Der aktuelle Trend ist „am Stock“. Rührei am Stock, Frikadellen am Stock, Oktopus am Stock. Wandervogel 1 entscheidet sich für Thunfisch am Stock, zubereitet mit der Lötlampe. Von einer vitaminreichen Zwischenmahlzeit sehen die Reisenden aus Kostengründen ab, denn die Japaner sehen Obst eher als Geschenkartikel denn als Nahrungsmittel. So sind die Erdbeeren in Schachteln arrangiert wie anderswo feinste Konfiserie und Mangos werden in Kartons feil geboten, die iPhone-Verpackungen schäbig erscheinen lassen. Doch da Wandervogel 2 keine starkes Bedürfnis verspürt 400 Euro für ein Ginsu-Messer auszugeben, nur um es später mit der Flugaufsicht auseinandersetzen zu müssen, setzen die beiden ihr Tagesprogramm fort.

So schießen sie alsbald durch die Lande, Fabriken, Häuserblocks, Fabriken, denn irgendwo müssen die ganzen Menschen ja arbeiten und schlafen. Überhaupt geht man hier mit (vor allem winkenden) Personal geradezu verschwenderisch um, Personal winkt an Baustellen vorbei, Personal winkt über Zebrastreifen, Personal winkt durch Fahrkartenkontrollen. Befremdlicher Personaleinsatz angesichts der Tatsache, dass alle zehn Meter ein Automat steht, aus dem man sich Getränke oder Eis ziehen kann – bislang jedoch keine getragenen Damenschlüpfer.

Die Reise verläuft angenehm unaufgeregt und vor allem angenehm leise, weil die Japaner tagsüber in der Öffentlichkeit davon absehen, rumzugröhlen. Dafür importiert man sich dann Ausländer. An diesem Tag eine Kleingruppe vor dem Ruhestand stehender Holländer, die sich wie die letzen Schwerhörigen in der Bahn fortwährend darüber austauschen, dass man sich ja auch daheim Essen aus Automaten ziehen könne.
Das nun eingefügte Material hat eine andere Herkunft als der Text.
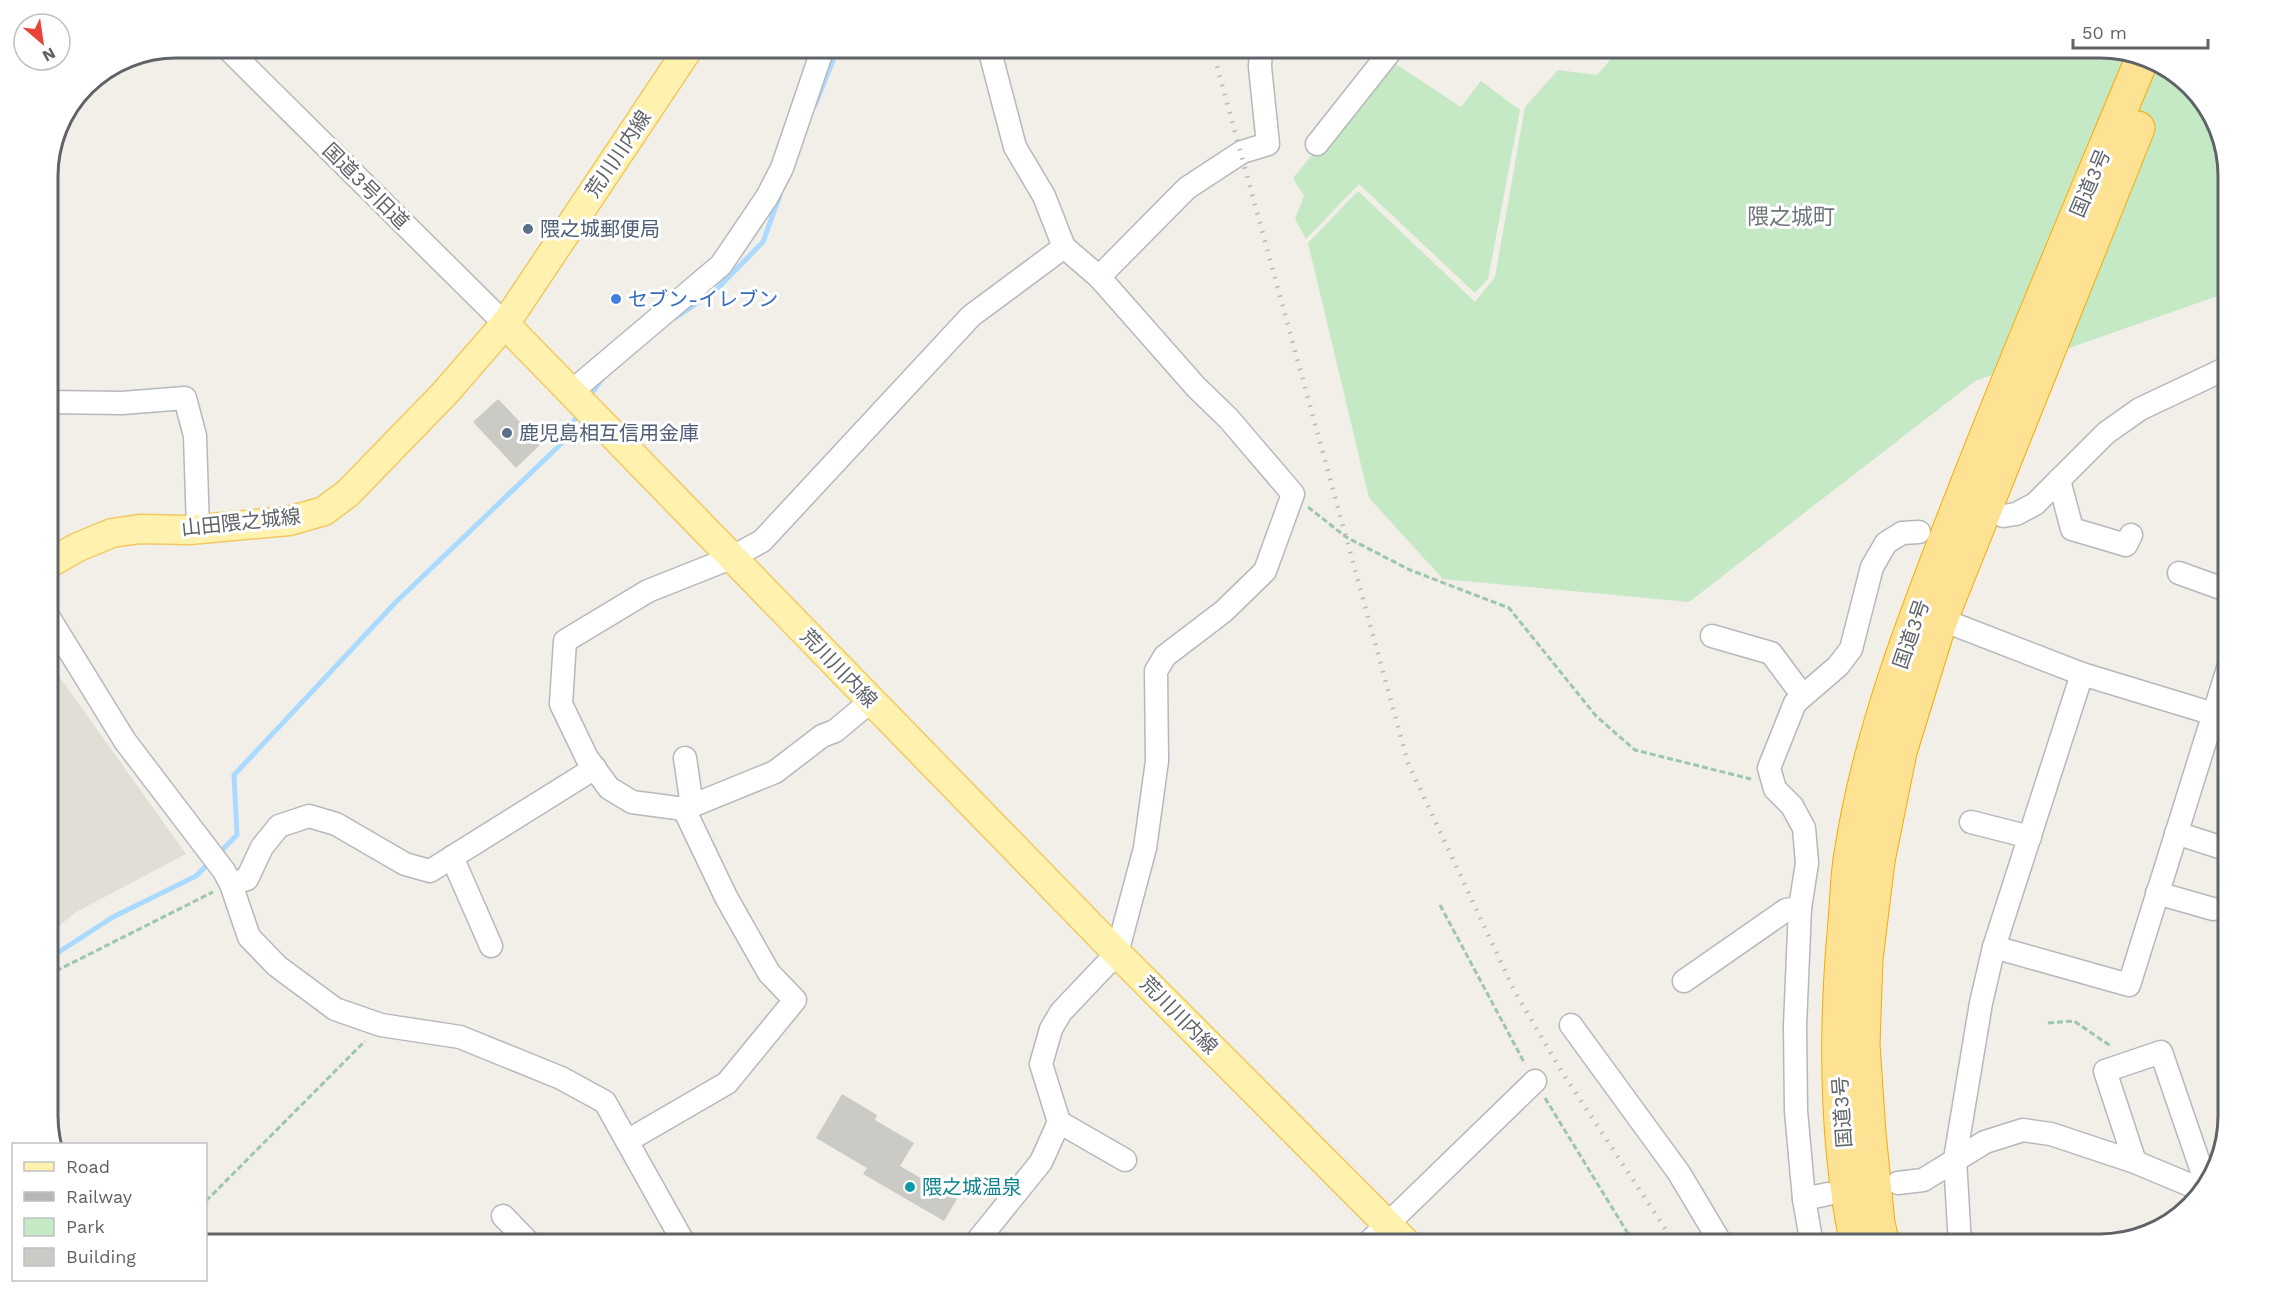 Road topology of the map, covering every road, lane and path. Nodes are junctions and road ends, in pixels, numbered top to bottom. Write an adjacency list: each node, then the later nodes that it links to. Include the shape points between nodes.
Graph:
1 (237, 58): 12 (street, 国道3号旧道)
2 (682, 58): 12 (main road, 荒川川内線)
3 (820, 58): 14 (street, via 782,168 721,265)
4 (992, 58): 10 (street, via 1015,147 1044,196)
5 (1260, 58): 11 (street, via 1268,144 1242,153 1186,189)
6 (1385, 58): 9 (street)
7 (2139, 65): 26 (highway, 国道3号, via 2012,370)
8 (2159, 74): 26 (highway, 国道3号)
9 (1317, 144)
10 (1064, 247): 11 (street); 23 (street, via 971,316 762,541)
11 (1099, 277): 17 (street)
12 (505, 324): 14 (main road, 荒川川内線); 19 (main road, 山田隈之城線, via 397,444 348,494 324,512 289,521)
13 (2218, 372): 16 (street, via 2140,409 2106,434)
14 (579, 400): 23 (main road, 荒川川内線)
15 (59, 402): 19 (street, via 185,398 195,436)
16 (2059, 480): 18 (street, via 2035,504); 21 (street, via 2072,529 2126,545)
17 (1293, 494): 36 (path, via 1346,537 1410,570 1509,608 1596,716 1635,750 1750,780); 49 (street, via 1265,571 1224,611 1165,656 1156,671 1157,761 1135,891)
18 (2003, 516)
19 (198, 529): 22 (main road, 山田隈之城線, via 112,533)
20 (1919, 532): 30 (street, via 1902,533 1886,543 1872,567 1851,649 1838,666)
21 (2131, 535)
22 (59, 558)
23 (731, 558): 31 (main road, 荒川川内線); 35 (street, via 648,591 565,641 561,704)
24 (2180, 573): 25 (street)
25 (2218, 587)
26 (1929, 615): 29 (street); 77 (highway, 国道3号, via 1873,749 1851,854 1838,1050 1843,1140); 78 (highway, 国道3号, via 1878,861 1866,959 1863,1044)
27 (59, 634): 43 (street, via 125,741)
28 (1712, 636): 30 (street, via 1772,654)
29 (2082, 674): 32 (street); 40 (street)
30 (1803, 696): 36 (street, via 1795,703 1786,723 1769,768)
31 (871, 700): 37 (street, via 775,772); 49 (main road, 荒川川内線)
32 (2218, 716)
33 (2218, 725): 39 (street)
34 (685, 758): 37 (street)
35 (595, 768): 37 (street, via 609,788 632,802); 42 (street)
36 (1770, 776): 45 (street, via 1804,828 1807,863)
37 (688, 807): 58 (street, via 726,897 769,973 795,1000 727,1083)
38 (1971, 822): 40 (street)
39 (2176, 833): 41 (street); 44 (street)
40 (2030, 837): 48 (street)
41 (2218, 846)
42 (452, 857): 43 (street, via 430,871 405,864 336,824 309,816 279,826 262,848 247,879); 47 (street)
43 (221, 869): 50 (path); 53 (street, via 249,937 277,966 335,1009)
44 (2157, 892): 46 (street); 48 (street, via 2129,985)
45 (1800, 908): 51 (street, via 1786,910); 66 (street, via 1796,1111)
46 (2213, 909)
47 (491, 946)
48 (1994, 947): 60 (street)
49 (1117, 953): 57 (street, via 1061,1012 1051,1029 1041,1064); 69 (main road, 荒川川内線)
50 (59, 968)
51 (1684, 981)
52 (2048, 1023): 55 (path, via 2074,1021 2120,1052)
53 (381, 1025): 58 (street, via 460,1037 561,1078 605,1102); 67 (path)
54 (1571, 1025): 75 (street, via 1679,1173)
55 (2126, 1064): 61 (street, via 2105,1071); 62 (street, via 2161,1052)
56 (1534, 1081): 69 (street)
57 (1059, 1122): 59 (street); 72 (street, via 1041,1162)
58 (627, 1141): 71 (street)
59 (1125, 1160)
60 (1955, 1160): 61 (street, via 1985,1142 2023,1130 2051,1134); 63 (street, via 1923,1180); 79 (street)
61 (2135, 1161): 64 (street)
62 (2203, 1175)
63 (1898, 1184)
64 (2195, 1187)
65 (1828, 1194): 66 (street)
66 (1804, 1199): 76 (street)
67 (207, 1200)
68 (503, 1216): 70 (street)
69 (1387, 1224): 73 (street); 74 (main road, 荒川川内線)
70 (520, 1234)
71 (678, 1234)
72 (983, 1234)
73 (1377, 1234)
74 (1397, 1234)
75 (1715, 1234)
76 (1810, 1234)
77 (1856, 1234)
78 (1880, 1234)
79 (1959, 1234)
Nach einmaligem Umsteigen finden sich die Wandervögel im bergigen Nirgendwo wieder. Der Weg zum Kulturerbe führt durch ein Hutzeldorf. Nikko.

Der Chef der Tourist-Information zählt Wandervogel 2 nach Erfahren dessen Nationalität en detail die Stationen der Deutschlandreise auf, die er 1998 unternahm. Zehn Minuten therapeutischen Nickens, man ist ja zu Gast und will nicht unfreundlich sein. Frankfurt Oder? Sehr schön. München? Toll. Bad Oeynhausen? Selbst nie da gewesen, aber sicher super. Ob man nicht länger bleiben wolle, in drei Tagen fände ein super Festival statt, mit Kostümen und Tänzen und allem Pipapo? Leider nein, die Reisevogel-Agenda ist gnadenlos. Aber Deutschland, top! Sicher, Japan sei auch super. Alles top, alles super. Alles ist gesagt und man geht seiner Wege.
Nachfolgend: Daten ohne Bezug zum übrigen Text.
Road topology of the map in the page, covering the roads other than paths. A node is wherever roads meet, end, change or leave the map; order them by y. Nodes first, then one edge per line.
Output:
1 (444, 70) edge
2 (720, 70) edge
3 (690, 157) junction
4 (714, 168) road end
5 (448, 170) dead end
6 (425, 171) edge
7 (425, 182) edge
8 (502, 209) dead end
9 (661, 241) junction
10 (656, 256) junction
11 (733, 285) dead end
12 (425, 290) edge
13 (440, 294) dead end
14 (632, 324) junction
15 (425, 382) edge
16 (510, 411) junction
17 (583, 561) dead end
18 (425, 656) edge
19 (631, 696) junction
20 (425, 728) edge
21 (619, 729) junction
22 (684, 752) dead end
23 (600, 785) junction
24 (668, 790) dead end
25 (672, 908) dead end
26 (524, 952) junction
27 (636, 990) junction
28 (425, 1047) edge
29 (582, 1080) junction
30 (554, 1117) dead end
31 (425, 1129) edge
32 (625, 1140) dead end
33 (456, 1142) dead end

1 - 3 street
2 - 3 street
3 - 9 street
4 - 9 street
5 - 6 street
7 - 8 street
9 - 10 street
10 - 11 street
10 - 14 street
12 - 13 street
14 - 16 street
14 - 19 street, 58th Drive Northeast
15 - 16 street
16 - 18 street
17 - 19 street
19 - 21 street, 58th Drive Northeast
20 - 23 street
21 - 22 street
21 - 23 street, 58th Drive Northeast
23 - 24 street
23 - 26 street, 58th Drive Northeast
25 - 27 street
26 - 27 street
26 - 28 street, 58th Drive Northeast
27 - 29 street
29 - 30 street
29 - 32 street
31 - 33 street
Nach den tatsächlich idyllischen heiligen Brücken, die wie fast alles in Nikko wegen Olympia-Sanierung gesperrt ist, stellen sich der Tōshō-gū-Schrein und umliegende Architektur schließlich als mittelspannend heraus. Während den Wandervögeln die Alleinstellungsmerkmale fehlen, rasten andere Reisende über ein Katzenfresco aus. Aufregung, Schlangenbildung, Blitzlichtgewitter. Beim Abstieg von der Attraktion überfällt die beiden der kleine Hunger, so dass sie in einer Spelunke einkehren. Das Menü ist überschaubar und die Wahl von Wandervogel 2 fällt auf eine Brühe mit Nudeln von regenwurmigen Ausmaßen, die unter einem Hähnchenschnitzel versteckt ist, das wiederum unter einer zentimeterdicken Panade versteckt ist. Wandervogel 1 entscheidet sich für Nudeln mit allerlei Frittiertem am Stock. Voll im Trend eben.